◆ Required work
Lines holding the string "خريس" in the listing below are to be copied.

_ _ _

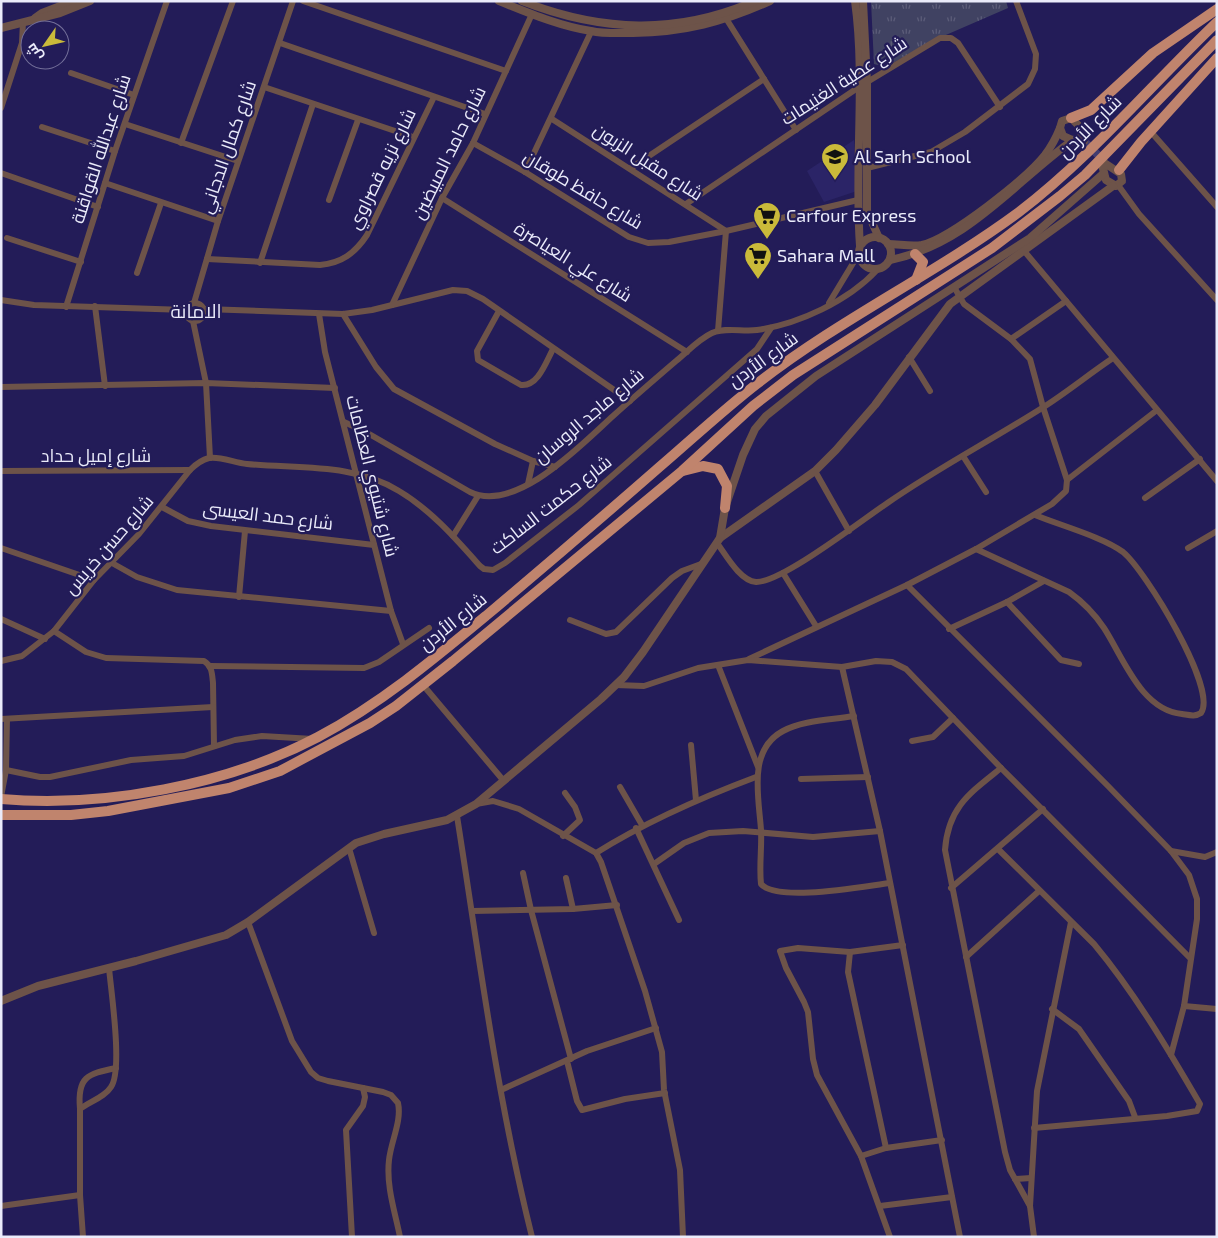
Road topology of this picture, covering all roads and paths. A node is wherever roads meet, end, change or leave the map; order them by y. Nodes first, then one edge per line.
1 (51, 1) edge
2 (89, 1) edge
3 (166, 1) edge
4 (233, 1) edge
5 (293, 1) edge
6 (303, 1) edge
7 (499, 1) edge
8 (522, 1) edge
9 (755, 1) edge
10 (770, 1) edge
11 (855, 1) edge
12 (863, 1) edge
13 (1016, 1) edge
14 (75, 3) edge
15 (1217, 9) edge
16 (48, 11) junction
17 (532, 14) junction
18 (33, 19) junction
19 (30, 20) edge
20 (727, 20) junction
21 (1217, 22) edge
22 (20, 23) edge
23 (1, 28) edge
24 (591, 32) junction
25 (1217, 40) edge
26 (280, 43) junction
27 (20, 48) edge
28 (1217, 58) edge
29 (506, 71) junction
30 (71, 73) dead end
31 (764, 79) junction
32 (867, 82) junction
33 (9, 83) junction
34 (1, 85) edge
35 (264, 87) junction
36 (859, 87) junction
37 (134, 95) junction
38 (434, 97) junction
39 (313, 104) junction
40 (1000, 107) junction
41 (1, 108) edge
42 (485, 114) junction
43 (1071, 118) junction
44 (552, 119) junction
45 (358, 120) junction
46 (125, 124) junction
47 (42, 127) dead end
48 (1060, 128) junction
49 (796, 130) junction
50 (1151, 132) junction
51 (414, 137) junction
52 (1073, 140) junction
53 (181, 143) junction
54 (473, 143) junction
55 (115, 151) junction
56 (238, 161) junction
57 (1104, 167) junction
58 (631, 168) junction
59 (868, 168) junction
60 (1119, 170) junction
61 (525, 172) junction
62 (1, 173) edge
63 (105, 183) junction
64 (1116, 186) junction
65 (442, 198) junction
66 (329, 200) dead end
67 (858, 200) junction
68 (161, 203) junction
69 (686, 204) junction
70 (98, 206) junction
71 (1217, 207) edge
72 (218, 221) junction
73 (726, 231) junction
74 (7, 238) dead end
75 (879, 238) junction
76 (888, 244) junction
77 (860, 246) junction
78 (1025, 252) junction
79 (915, 254) junction
80 (858, 255) junction
81 (207, 259) junction
82 (890, 260) junction
83 (80, 262) junction
84 (260, 263) junction
85 (877, 270) junction
86 (137, 273) dead end
87 (916, 281) junction
88 (954, 287) junction
89 (960, 296) junction
90 (1, 300) edge
91 (1217, 300) edge
92 (1066, 301) junction
93 (194, 303) junction
94 (392, 305) junction
95 (95, 306) junction
96 (827, 306) junction
97 (66, 307) junction
98 (204, 309) junction
99 (186, 310) junction
100 (499, 311) junction
101 (319, 314) junction
102 (343, 314) junction
103 (196, 321) junction
104 (771, 328) junction
105 (718, 332) junction
106 (1011, 339) junction
107 (553, 349) junction
108 (687, 352) junction
109 (909, 357) junction
110 (1113, 358) junction
111 (206, 383) junction
112 (106, 386) junction
113 (1, 387) edge
114 (335, 388) junction
115 (930, 391) dead end
116 (630, 400) junction
117 (1043, 408) junction
118 (1157, 410) junction
119 (344, 422) junction
120 (963, 456) junction
121 (210, 458) junction
122 (1200, 459) junction
123 (532, 461) junction
124 (555, 467) junction
125 (190, 470) junction
126 (1, 471) edge
127 (682, 471) junction
128 (815, 471) junction
129 (357, 473) junction
130 (1067, 480) junction
131 (1217, 481) edge
132 (528, 484) junction
133 (986, 492) dead end
134 (478, 496) junction
135 (1145, 498) dead end
136 (162, 507) junction
137 (725, 508) junction
138 (1035, 515) junction
139 (245, 530) junction
140 (849, 531) junction
141 (1217, 531) edge
142 (453, 536) junction
143 (718, 541) junction
144 (374, 545) junction
145 (1, 548) edge
146 (1188, 548) dead end
147 (976, 550) junction
148 (112, 563) junction
149 (701, 564) junction
150 (783, 573) junction
151 (94, 580) junction
152 (1044, 580) junction
153 (907, 585) junction
154 (239, 597) junction
155 (1007, 602) junction
156 (391, 610) junction
157 (1, 619) edge
158 (570, 620) dead end
159 (816, 626) junction
160 (429, 628) dead end
161 (949, 629) junction
162 (54, 632) junction
163 (45, 640) junction
164 (402, 644) junction
165 (748, 660) junction
166 (1, 661) edge
167 (1079, 664) dead end
168 (718, 665) junction
169 (210, 666) junction
170 (842, 667) junction
171 (422, 685) junction
172 (615, 685) junction
173 (213, 707) junction
174 (854, 716) junction
175 (953, 718) junction
176 (4, 719) edge
177 (314, 739) junction
178 (912, 741) dead end
179 (691, 745) dead end
180 (214, 746) junction
181 (758, 767) junction
182 (1001, 768) junction
183 (6, 770) junction
184 (756, 777) junction
185 (868, 777) junction
186 (801, 779) dead end
187 (503, 780) junction
188 (620, 787) dead end
189 (565, 793) dead end
190 (1, 798) edge
191 (696, 800) junction
192 (476, 804) junction
193 (1043, 809) junction
194 (1, 815) edge
195 (457, 816) junction
196 (639, 827) junction
197 (880, 831) junction
198 (761, 832) junction
199 (563, 836) junction
200 (349, 848) junction
201 (998, 849) junction
202 (1171, 852) junction
203 (1217, 852) edge
204 (596, 853) junction
205 (654, 864) junction
206 (523, 873) dead end
207 (566, 878) dead end
208 (890, 883) junction
209 (951, 888) junction
210 (1039, 891) junction
211 (617, 905) junction
212 (573, 909) junction
213 (531, 910) junction
214 (472, 911) junction
215 (679, 920) dead end
216 (248, 922) junction
217 (1071, 922) junction
218 (374, 933) dead end
219 (903, 945) junction
220 (850, 952) junction
221 (966, 957) junction
222 (1190, 958) junction
223 (109, 968) junction
224 (1, 1001) edge
225 (1184, 1006) junction
226 (1217, 1009) edge
227 (1052, 1010) junction
228 (656, 1028) junction
229 (1171, 1055) junction
230 (569, 1060) junction
231 (116, 1068) junction
232 (363, 1088) junction
233 (501, 1090) junction
234 (665, 1093) junction
235 (80, 1110) junction
236 (1135, 1117) junction
237 (1034, 1128) junction
238 (942, 1140) junction
239 (886, 1148) junction
240 (861, 1156) junction
241 (1031, 1178) junction
242 (1015, 1179) junction
243 (80, 1195) junction
244 (952, 1197) junction
245 (1, 1206) edge
246 (880, 1206) junction
247 (1030, 1206) junction
248 (83, 1237) edge
249 (352, 1237) edge
250 (400, 1237) edge
251 (532, 1237) edge
252 (684, 1237) edge
253 (890, 1237) edge
254 (960, 1237) edge
255 (1034, 1237) edge

1 - 16 street
2 - 14 street
3 - 37 street, شارع عبدالله القواقنة
4 - 53 street
5 - 26 street, شارع كمال الدجاني
6 - 29 street
7 - 17 street
8 - 9 street
10 - 20 street
11 - 36 street
12 - 32 street
13 - 40 street
14 - 16 street
14 - 18 street
15 - 43 highway
16 - 18 street
17 - 24 street
17 - 29 street, شارع حامد المبيضين
18 - 19 street
20 - 24 street
20 - 31 street
21 - 87 highway, شارع الأردن
22 - 23 street
24 - 44 street
25 - 127 highway, شارع الأردن
26 - 35 street, شارع كمال الدجاني
26 - 38 street
27 - 33 street
28 - 50 highway
29 - 42 street, شارع حامد المبيضين
30 - 37 street
31 - 49 street
31 - 58 street
32 - 36 street, شارع عطية الغنيمات
32 - 40 street, شارع عطية الغنيمات
32 - 59 street
33 - 34 street
33 - 41 street
35 - 39 street
35 - 56 street, شارع كمال الدجاني
36 - 49 street, شارع عطية الغنيمات
36 - 67 street
37 - 46 street, شارع عبدالله القواقنة
38 - 42 street
38 - 51 street, شارع نزيه قصراوي
39 - 45 street
39 - 84 street
40 - 59 street
42 - 54 street, شارع حامد المبيضين
43 - 48 street
43 - 52 street
44 - 58 street, شارع مقبل الزبون
44 - 61 street
45 - 51 street
45 - 66 street
46 - 53 street
46 - 55 street, شارع عبدالله القواقنة
47 - 55 street
48 - 52 street
48 - 76 street
49 - 69 street, شارع عطية الغنيمات
50 - 60 highway
50 - 71 street
51 - 84 street, شارع نزيه قصراوي
52 - 79 street
53 - 56 street
54 - 61 street, شارع حافظ طوقان
54 - 65 street, شارع حامد المبيضين
55 - 63 street, شارع عبدالله القواقنة
56 - 72 street, شارع كمال الدجاني
57 - 60 street
57 - 64 street
57 - 88 street
58 - 69 street, شارع مقبل الزبون
59 - 75 street
60 - 64 street
61 - 73 street, شارع حافظ طوقان
62 - 70 street
63 - 68 street
63 - 70 street, شارع عبدالله القواقنة
64 - 78 street
64 - 91 street
65 - 94 street, شارع حامد المبيضين
65 - 108 street, شارع علي العياصرة
67 - 73 street, شارع حافظ طوقان
67 - 77 street
68 - 72 street
68 - 86 street
69 - 73 street, شارع مقبل الزبون
70 - 83 street, شارع عبدالله القواقنة
72 - 81 street, شارع كمال الدجاني
73 - 105 street
74 - 83 street
75 - 76 street
75 - 77 street
76 - 82 street
77 - 80 street
78 - 89 street
78 - 92 street
79 - 82 street
79 - 87 highway
80 - 85 street
80 - 96 street
81 - 84 street, شارع نزيه قصراوي
81 - 93 street, شارع كمال الدجاني
82 - 85 street
83 - 97 street, شارع عبدالله القواقنة
85 - 96 street, شارع ماجد الروسان
87 - 177 highway, شارع الأردن
88 - 89 street
88 - 137 street
89 - 106 street
89 - 109 street
90 - 97 street
92 - 106 street
92 - 110 street
93 - 98 street
93 - 99 street
94 - 100 street
94 - 102 street
95 - 97 street
95 - 99 street
95 - 112 street
96 - 104 street, شارع ماجد الروسان
98 - 101 street
98 - 103 street
99 - 103 street
100 - 107 street
100 - 107 street
101 - 102 street
101 - 114 street, شارع شتيوي العظامات
102 - 123 street
103 - 111 street
104 - 105 street, شارع ماجد الروسان
104 - 142 street, شارع حكمت الساكت
105 - 108 street, شارع ماجد الروسان
106 - 117 street
107 - 116 street
108 - 116 street, شارع ماجد الروسان
109 - 115 street
109 - 128 street
110 - 117 street
110 - 118 street
111 - 112 street
111 - 114 street
111 - 121 street
112 - 113 street
114 - 119 street, شارع شتيوي العظامات
116 - 124 street, شارع ماجد الروسان
117 - 120 street
117 - 130 street
118 - 122 street
118 - 130 street
119 - 129 street, شارع شتيوي العظامات
119 - 134 street
120 - 133 street
120 - 140 street
121 - 125 street, شارع حسن خريس
121 - 129 street, شارع حكمت الساكت
122 - 131 street
122 - 135 street
123 - 124 street
123 - 132 street
124 - 132 street, شارع ماجد الروسان
125 - 126 street, شارع إميل حداد
125 - 136 street, شارع حسن خريس
127 - 137 highway
127 - 171 highway, شارع الأردن
128 - 140 street
128 - 143 street
129 - 142 street, شارع حكمت الساكت
129 - 144 street, شارع شتيوي العظامات
130 - 138 street
132 - 134 street, شارع ماجد الروسان
134 - 142 street
136 - 139 street, شارع حمد العيسى
136 - 148 street, شارع حسن خريس
137 - 143 street
138 - 147 street
138 - 152 street
139 - 144 street, شارع حمد العيسى
139 - 154 street
140 - 150 street
141 - 146 street
143 - 149 street
143 - 150 street
144 - 156 street, شارع شتيوي العظامات
145 - 151 street
147 - 152 street
147 - 153 street
148 - 151 street, شارع حسن خريس
148 - 154 street
149 - 158 street
149 - 172 street
150 - 159 street
151 - 162 street, شارع حسن خريس
152 - 155 street
153 - 159 street
153 - 161 street
154 - 156 street
155 - 161 street
155 - 167 street
156 - 164 street, شارع شتيوي العظامات
157 - 163 street
159 - 165 street
160 - 164 street
161 - 202 street
162 - 163 street, شارع حسن خريس
162 - 169 street
163 - 166 street, شارع حسن خريس
164 - 169 street
165 - 168 street
165 - 170 street
168 - 172 street
168 - 181 street
169 - 173 street
170 - 174 street
170 - 175 street
171 - 187 street
171 - 194 highway, شارع الأردن
172 - 187 street
173 - 176 street
173 - 180 street
174 - 181 street
174 - 185 street
175 - 178 street
175 - 182 street
176 - 183 street
177 - 180 street
177 - 190 highway, شارع الأردن
179 - 191 street
180 - 183 street
181 - 184 street
182 - 193 street
182 - 209 street
183 - 190 street
184 - 191 street
184 - 198 street
185 - 186 street
185 - 197 street
187 - 192 street
188 - 196 street
189 - 199 street
191 - 196 street
192 - 195 street
192 - 199 street
193 - 201 street
193 - 222 street
195 - 200 street
195 - 214 street
196 - 204 street
196 - 205 street
197 - 198 street
197 - 208 street
198 - 205 street
198 - 208 street
199 - 204 street
200 - 216 street
200 - 218 street
201 - 209 street
201 - 210 street
202 - 203 street
202 - 222 street
204 - 211 street
205 - 215 street
206 - 213 street
207 - 212 street
208 - 219 street
209 - 221 street
210 - 217 street
210 - 221 street
211 - 212 street
211 - 228 street
212 - 213 street
213 - 214 street
213 - 230 street
214 - 233 street
216 - 223 street
216 - 232 street
217 - 227 street
217 - 229 street
219 - 220 street
219 - 238 street
220 - 239 street
220 - 240 street
221 - 242 street
222 - 225 street
223 - 224 street
223 - 231 street
225 - 226 street
225 - 229 street
227 - 236 street
227 - 237 street
228 - 230 street
228 - 234 street
229 - 236 street
230 - 233 street
230 - 234 street
231 - 235 street
231 - 235 street
232 - 249 street
232 - 250 street
233 - 251 street
234 - 252 street
235 - 243 street
236 - 237 street
237 - 241 street
238 - 239 street
238 - 244 street
239 - 240 street
240 - 246 street
241 - 242 street
241 - 247 street
242 - 247 street
243 - 245 street
243 - 248 street
244 - 246 street
244 - 254 street
246 - 253 street
247 - 255 street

_ _ _

◆ Task response
121 - 125 street, شارع حسن خريس
125 - 136 street, شارع حسن خريس
136 - 148 street, شارع حسن خريس
148 - 151 street, شارع حسن خريس
151 - 162 street, شارع حسن خريس
162 - 163 street, شارع حسن خريس
163 - 166 street, شارع حسن خريس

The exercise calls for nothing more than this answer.